Pablo, en un éxtasis de acción de gracias y de adoración, exclama: “De Cristo, por Él y para Él existe todo. A Él la gloria eterna” (Rm 11,36).
En la Eucaristía percibo que Dios todo lo hace nuevo y encuentra sentido el sufrimiento humano. La sangre de Cristo es la sangre de las víctimas inocentes y de los mártires. La muerte de todos aquellos hombres y mujeres que, a lo largo de la historia cayeron víctimas de la injusticia o soñando en un mundo más justo y fraterno, encuentra sentido en la muerte de Cristo Jesús. Su resurrección es la resurrección de la humanidad, la resurrección de la verdad, de la vida y del amor.
En medio de los ruidos de este mundo neocapitalista que ahogan el espíritu, en medio de las ambiciones de poder y de riqueza, en medio de las guerras y genocidios y de la deshumanización en la que vivimos, escuchamos en el silencio del alma el himno de la creación. Entrar en la naturaleza y sentirse parte del universo es entrar en el templo de Dios y en este templo percibimos que la última palabra sobre este mundo no la tiene la muerte sino el Dios de la vida. Esta vivencia es el sostén de nuestra esperanza. Y desde esta experiencia esperanzadora percibimos a cada criatura cantando el himno de su existencia.
Todo canta al Espíritu Creador. Canta a Dios la vida de la naturaleza, el silencio del desierto y la música del viento. Descubrimos su presencia en el canto de la fuente que brota al pie de la montaña y en el río que discurre por la vega buscando el mar. Descubrimos su presencia en los pájaros que saltan entre las ramas de los árboles, mirlos, gorriones y ruiseñores. Y en todos los animales de la tierra. También en las culebras que salen de entre los cañaverales del río. Todos los seres viven y quieren vivir y viviendo cantan al Creador.
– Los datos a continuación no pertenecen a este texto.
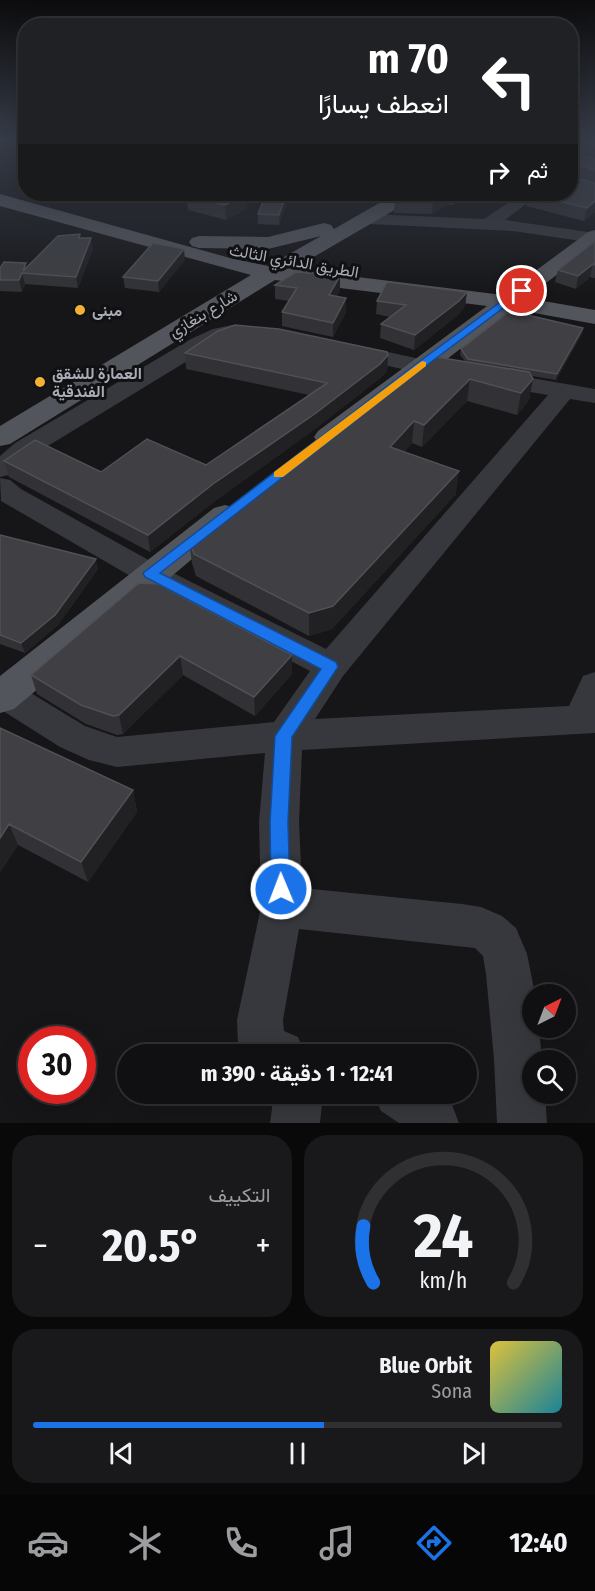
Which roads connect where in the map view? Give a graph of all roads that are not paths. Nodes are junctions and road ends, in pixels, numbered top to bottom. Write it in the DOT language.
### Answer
graph roads {
  1 [pos="0,200"];
  2 [pos="42,201"];
  3 [pos="377,201"];
  4 [pos="397,201"];
  5 [pos="521,201"];
  6 [pos="373,216"];
  7 [pos="487,225"];
  8 [pos="324,230"];
  9 [pos="594,237"];
  10 [pos="188,246"];
  11 [pos="269,266"];
  12 [pos="391,276"];
  13 [pos="202,291"];
  14 [pos="515,297"];
  15 [pos="595,304"];
  16 [pos="595,317"];
  17 [pos="253,332"];
  18 [pos="324,345"];
  19 [pos="420,366"];
  20 [pos="564,390"];
  21 [pos="595,396"];
  22 [pos="2,432"];
  23 [pos="301,457"];
  24 [pos="3,485"];
  25 [pos="245,500"];
  26 [pos="150,573"];
  27 [pos="331,667"];
  28 [pos="595,686"];
  29 [pos="2,696"];
  30 [pos="588,720"];
  31 [pos="284,736"];
  32 [pos="282,908"];
  33 [pos="263,1044"];
  34 [pos="298,1104"];
  35 [pos="414,1104"];
  36 [pos="295,1123"];
  37 [pos="434,1123"];
  38 [pos="522,1123"];
  1 -- 10 [label="main road, الطريق الدائري الثالث"];
  2 -- 10 [label="main road, الطريق الدائري الثالث"];
  3 -- 8 [label="main road, شارع بنغازي"];
  4 -- 6 [label="main road, شارع بنغازي"];
  5 -- 7 [label="street"];
  6 -- 7 [label="street"];
  6 -- 11 [label="main road, شارع بنغازي"];
  6 -- 12 [label="main road"];
  7 -- 9 [label="street"];
  8 -- 10 [label="main road"];
  8 -- 11 [label="main road, شارع بنغازي"];
  9 -- 14 [label="main road"];
  10 -- 11 [label="main road, الطريق الدائري الثالث"];
  10 -- 13 [label="main road"];
  11 -- 12 [label="main road, الطريق الدائري الثالث"];
  11 -- 13 [label="main road, شارع بنغازي"];
  11 -- 14 [label="main road, الطريق الدائري الثالث"];
  11 -- 22 [label="main road, شارع بنغازي"];
  12 -- 14 [label="main road, الطريق الدائري الثالث"];
  13 -- 22 [label="main road, شارع بنغازي"];
  14 -- 15 [label="main road, الطريق الدائري الثالث"];
  14 -- 16 [label="main road, الطريق الدائري الثالث"];
  14 -- 19 [label="main road"];
  17 -- 24 [label="street"];
  18 -- 19 [label="street"];
  19 -- 20 [label="street"];
  19 -- 23 [label="main road"];
  20 -- 21 [label="street"];
  20 -- 27 [label="street"];
  24 -- 26 [label="street"];
  25 -- 26 [label="main road"];
  26 -- 27 [label="street"];
  26 -- 29 [label="main road"];
  27 -- 31 [label="street"];
  28 -- 30 [label="street"];
  29 -- 31 [label="street"];
  30 -- 31 [label="street"];
  31 -- 32 [label="street"];
  32 -- 33 [label="street"];
  32 -- 38 [label="street"];
  34 -- 36 [label="street"];
  35 -- 37 [label="street"];
}
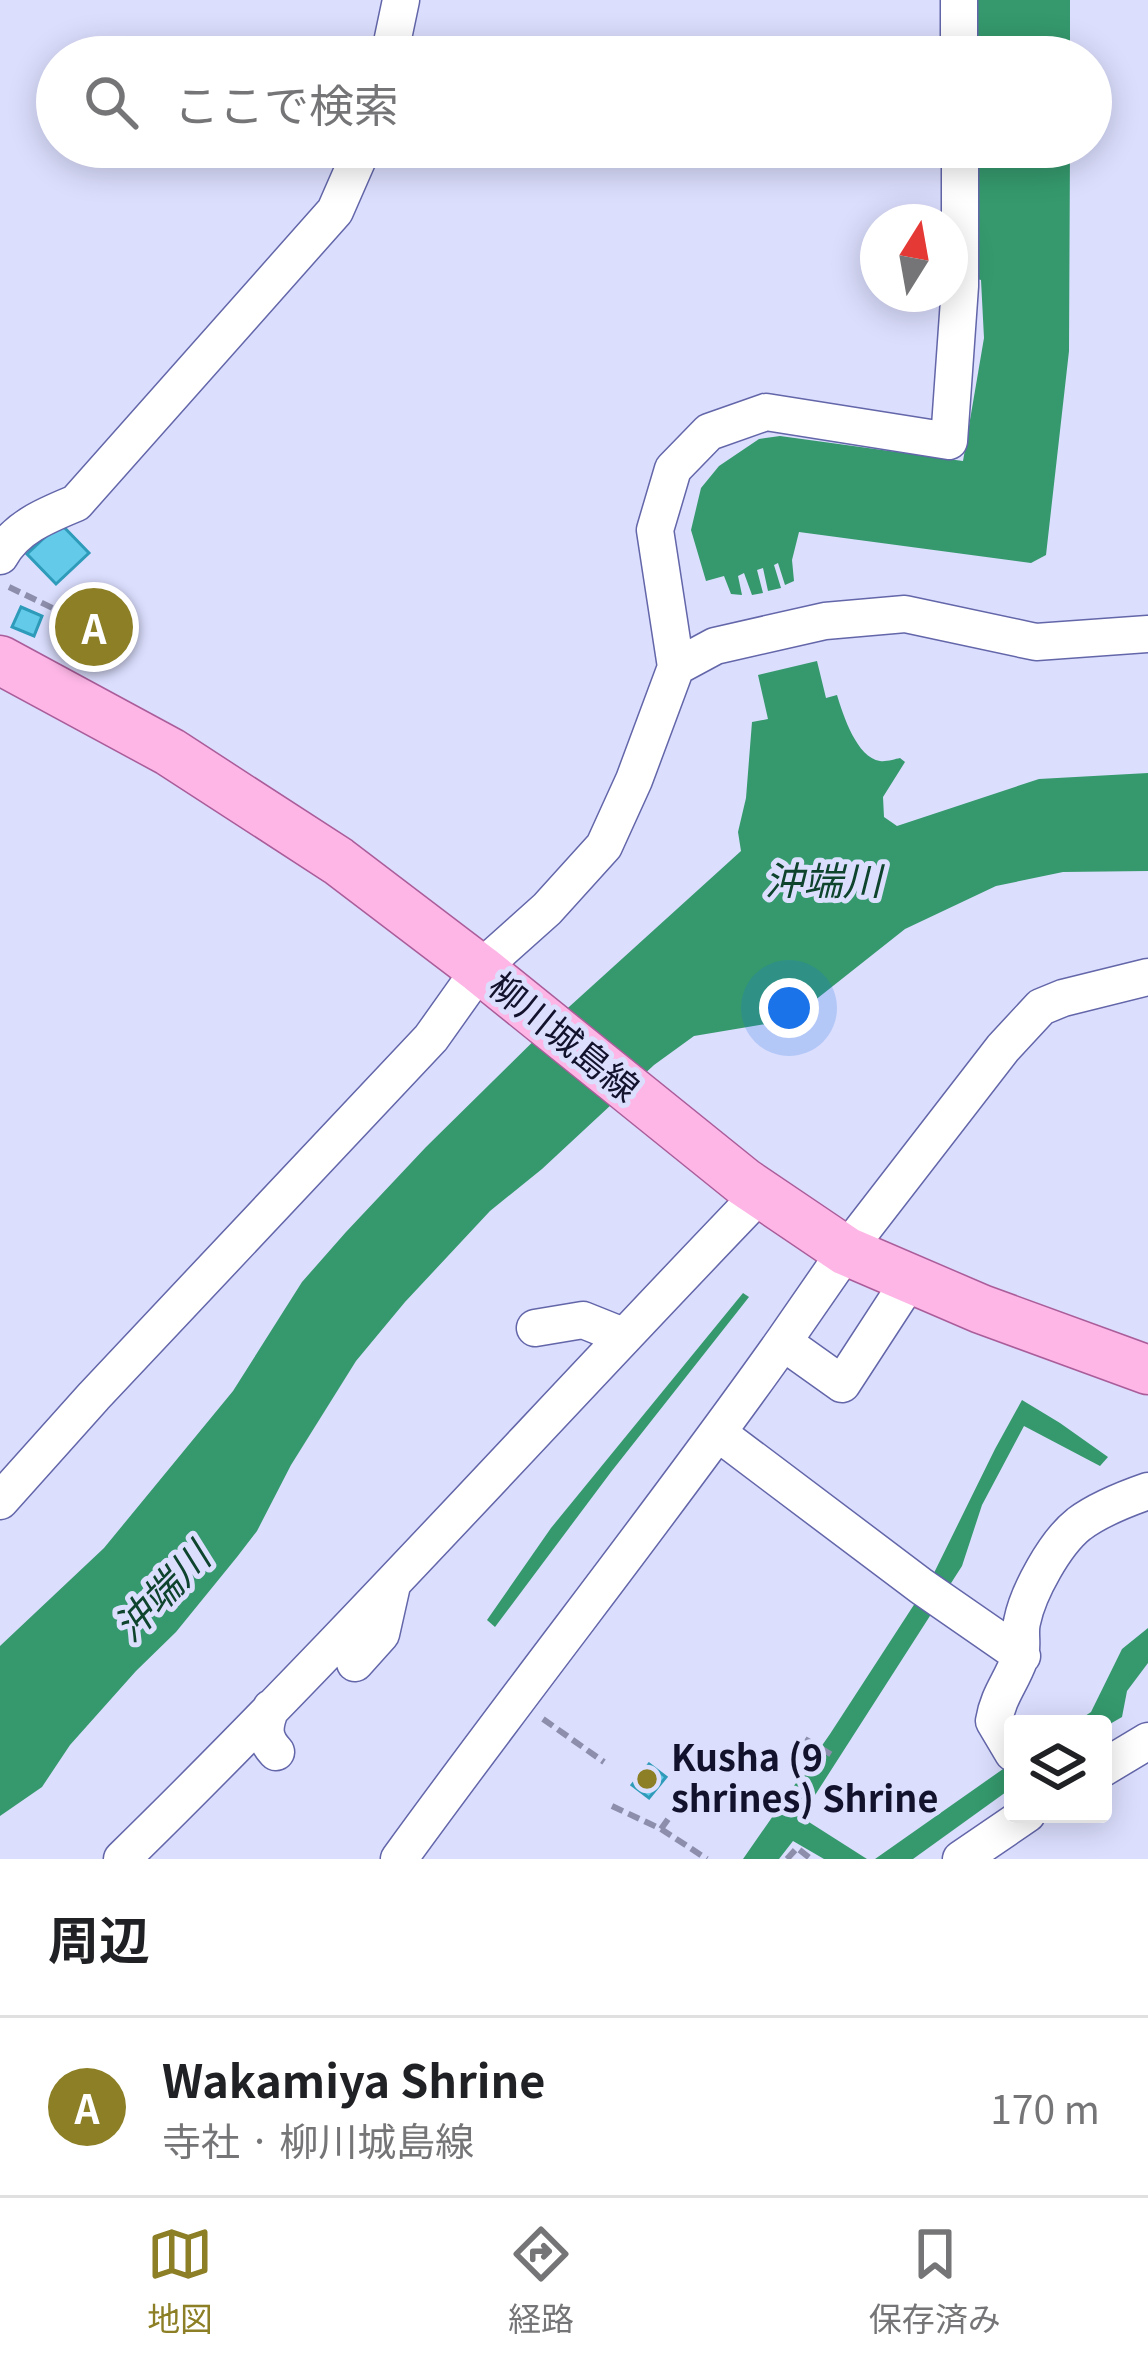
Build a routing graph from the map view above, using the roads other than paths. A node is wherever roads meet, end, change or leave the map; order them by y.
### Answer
1 (401, 0) edge
2 (959, 0) edge
3 (393, 36) edge
4 (959, 36) edge
5 (353, 168) edge
6 (960, 168) edge
7 (0, 556) edge
8 (1148, 634) edge
9 (0, 660) edge
10 (676, 667) junction
11 (480, 969) junction
12 (1148, 977) edge
13 (752, 1188) junction
14 (846, 1251) junction
15 (911, 1278) junction
16 (535, 1328) dead end
17 (623, 1336) junction
18 (783, 1342) junction
19 (1148, 1370) edge
20 (718, 1432) junction
21 (504, 1466) junction
22 (1148, 1491) edge
23 (0, 1501) edge
24 (473, 1527) dead end
25 (392, 1585) junction
26 (1022, 1656) junction
27 (355, 1663) dead end
28 (271, 1708) junction
29 (1004, 1738) edge
30 (1148, 1741) edge
31 (276, 1752) dead end
32 (1112, 1763) edge
33 (1014, 1823) edge
34 (122, 1859) edge
35 (399, 1859) edge
36 (961, 1859) edge

1 - 3 street
2 - 4 street
5 - 7 street
6 - 10 street
8 - 10 street
9 - 11 main road, 柳川城島線
10 - 11 street
11 - 13 main road, 柳川城島線
11 - 23 street
12 - 14 street
13 - 14 main road, 柳川城島線
13 - 17 street
14 - 15 main road, 柳川城島線
14 - 18 street
15 - 18 street
15 - 19 main road, 柳川城島線
16 - 17 street
17 - 21 street
18 - 20 street
20 - 26 street
20 - 35 street
21 - 24 street
21 - 25 street
22 - 26 street
25 - 27 street
25 - 28 street
26 - 29 street
28 - 31 street
28 - 34 street
30 - 32 street
33 - 36 street

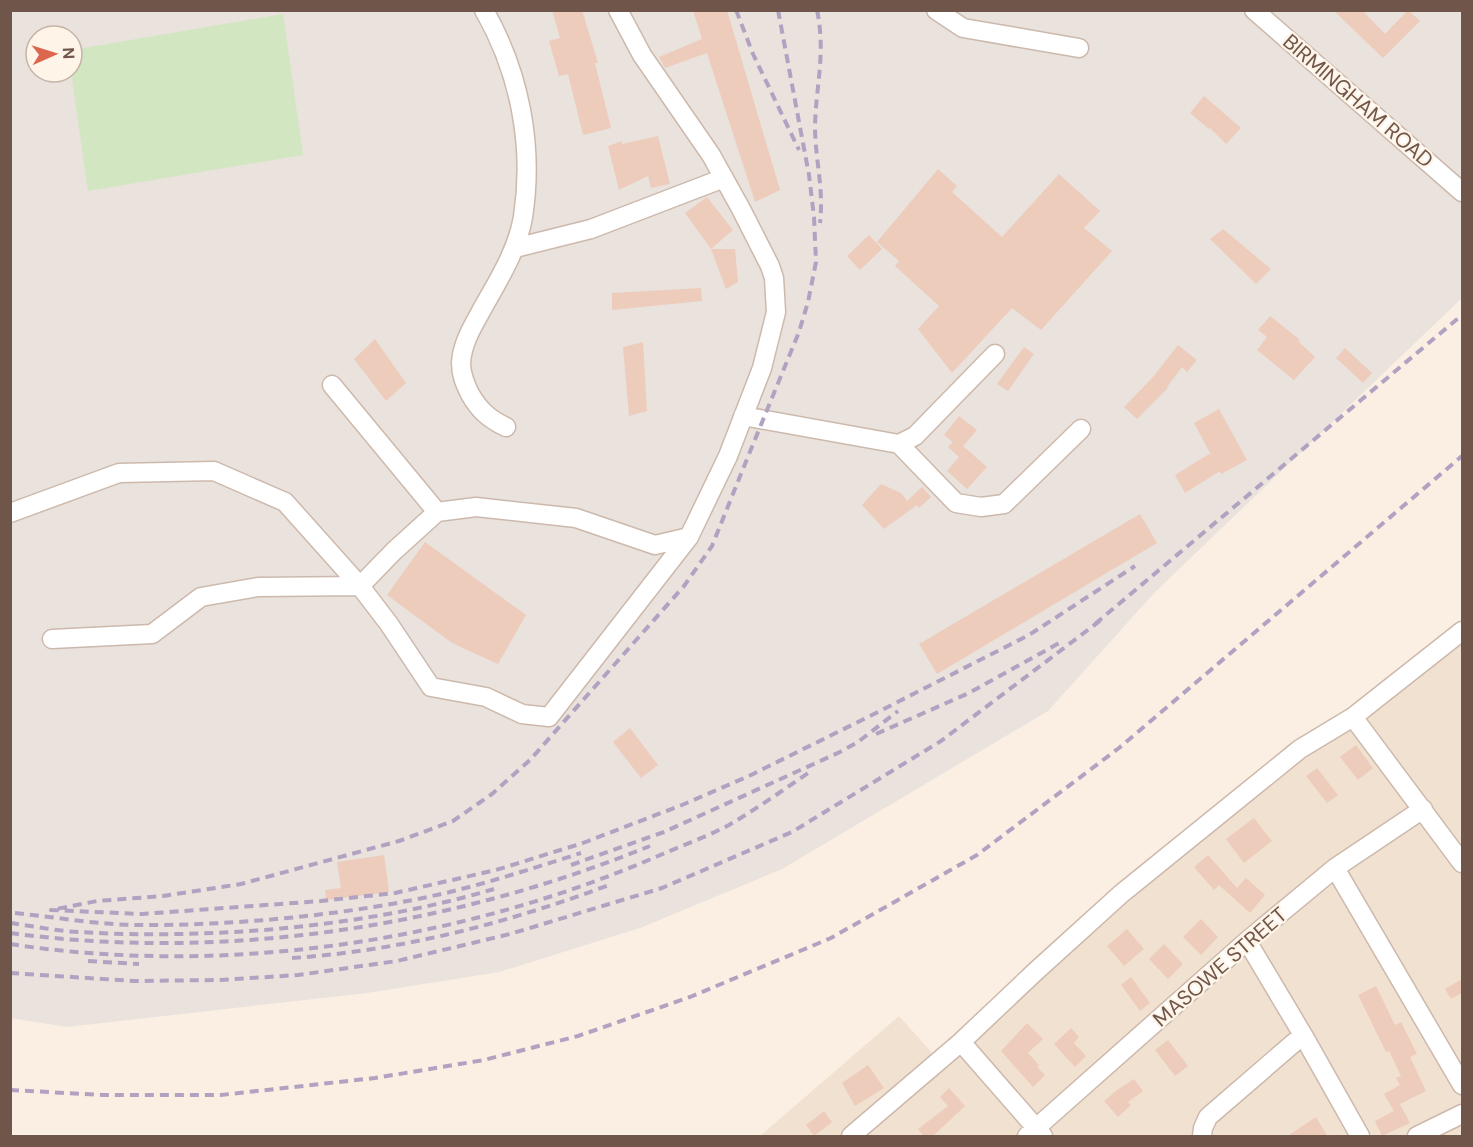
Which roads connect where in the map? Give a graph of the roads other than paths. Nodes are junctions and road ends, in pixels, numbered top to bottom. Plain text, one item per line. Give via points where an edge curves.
1 (484, 10) edge
2 (618, 10) edge
3 (936, 10) edge
4 (1254, 10) edge
5 (1079, 48) dead end
6 (724, 178) junction
7 (1462, 192) edge
8 (515, 248) junction
9 (995, 354) dead end
10 (332, 385) dead end
11 (743, 416) junction
12 (506, 427) dead end
13 (1081, 429) dead end
14 (899, 444) junction
15 (437, 512) junction
16 (10, 513) edge
17 (688, 537) junction
18 (360, 586) junction
19 (1462, 631) edge
20 (52, 639) dead end
21 (1353, 717) junction
22 (1423, 809) junction
23 (1462, 862) edge
24 (1335, 868) junction
25 (1247, 941) junction
26 (1303, 1035) junction
27 (961, 1042) junction
28 (1462, 1085) edge
29 (1462, 1114) edge
30 (1036, 1134) edge
31 (851, 1137) edge
32 (1202, 1137) edge
33 (1360, 1137) edge
34 (1417, 1137) edge

1 - 8 street via 518,92 526,136 527,185
2 - 6 street via 642,55 699,135
3 - 5 street via 963,28
4 - 7 street, BIRMINGHAM ROAD
6 - 8 street via 591,229
6 - 11 street via 770,266 776,294 773,329
8 - 12 street via 463,347 461,364 463,381 475,403 491,420
9 - 14 street via 915,436
10 - 15 street
11 - 14 street
11 - 17 street via 724,466
13 - 14 street via 1004,504 981,507 956,503
15 - 17 street via 476,507 576,518 655,545
15 - 18 street
16 - 18 street via 120,473 214,471 285,502
17 - 18 street via 549,717 522,714 486,697 430,687
18 - 20 street via 258,587 201,597 152,634
19 - 21 street
21 - 22 street
21 - 27 street via 1300,749 1121,894
22 - 23 street
22 - 24 street, MASOWE STREET
24 - 25 street, MASOWE STREET
24 - 28 street
25 - 26 street
25 - 30 street, MASOWE STREET
26 - 32 street via 1208,1117
26 - 33 street
27 - 30 street
27 - 31 street
29 - 34 street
Y sobre todo, descubrimos a Dios en la humanidad sufriente, en los niños y niñas bombardeados en Gaza y en las madres palestinas abrazando a sus hijos muertos, ametrallados y en todos los hambrientos de la tierra. Descubrimos a Dios en los migrantes y refugiados que abandonan su tierra en busca de una vida digna, arriesgando sus vidas atravesando desiertos y metidos en cayucos donde muchos mueren ahogados en el mar. ”Fui forastero y me acogisteis”, dice Dios. Proclamamos con el arzobispo emérito de Tánger, Santiago Agrelo, que los que llaman a nuestras puertas no son extraños, son hermanos, son Cristo Jesús, quien dijo que lo que se haga con uno de ellos con él se hace (Mt 25, 31 y ss). Por eso nos duele y no nos deja indiferentes los discursos de odio de aquellos políticos de la ultraderecha criminalizando a los llaman a nuestras puertas.
Descubrimos al Dios Padre y Madre de misericordia, ofreciendo perdón a los que reconocen sus pecados y debilidades y se comprometen por un cambio personal y estructural.
Dios se nos hace presente en todo. En el silencio, lejos de los ruidos, escuchamos y saboreamos los cánticos del universo y la presencia resucitada del Cristo cósmico, sentido de la historia humana y plenitud de la creación.
Toda la creación, con todos los seres humanos, estamos en el corazón de Dios. En él vivimos, nos movemos y existimos. Su presencia nos envuelve, encendiendo en nosotros un estado permanente y profundo de adoración y acción de gracias. Así vivimos la Eucaristía cósmica.
¡Laudate omnes gentes, laudate Deum!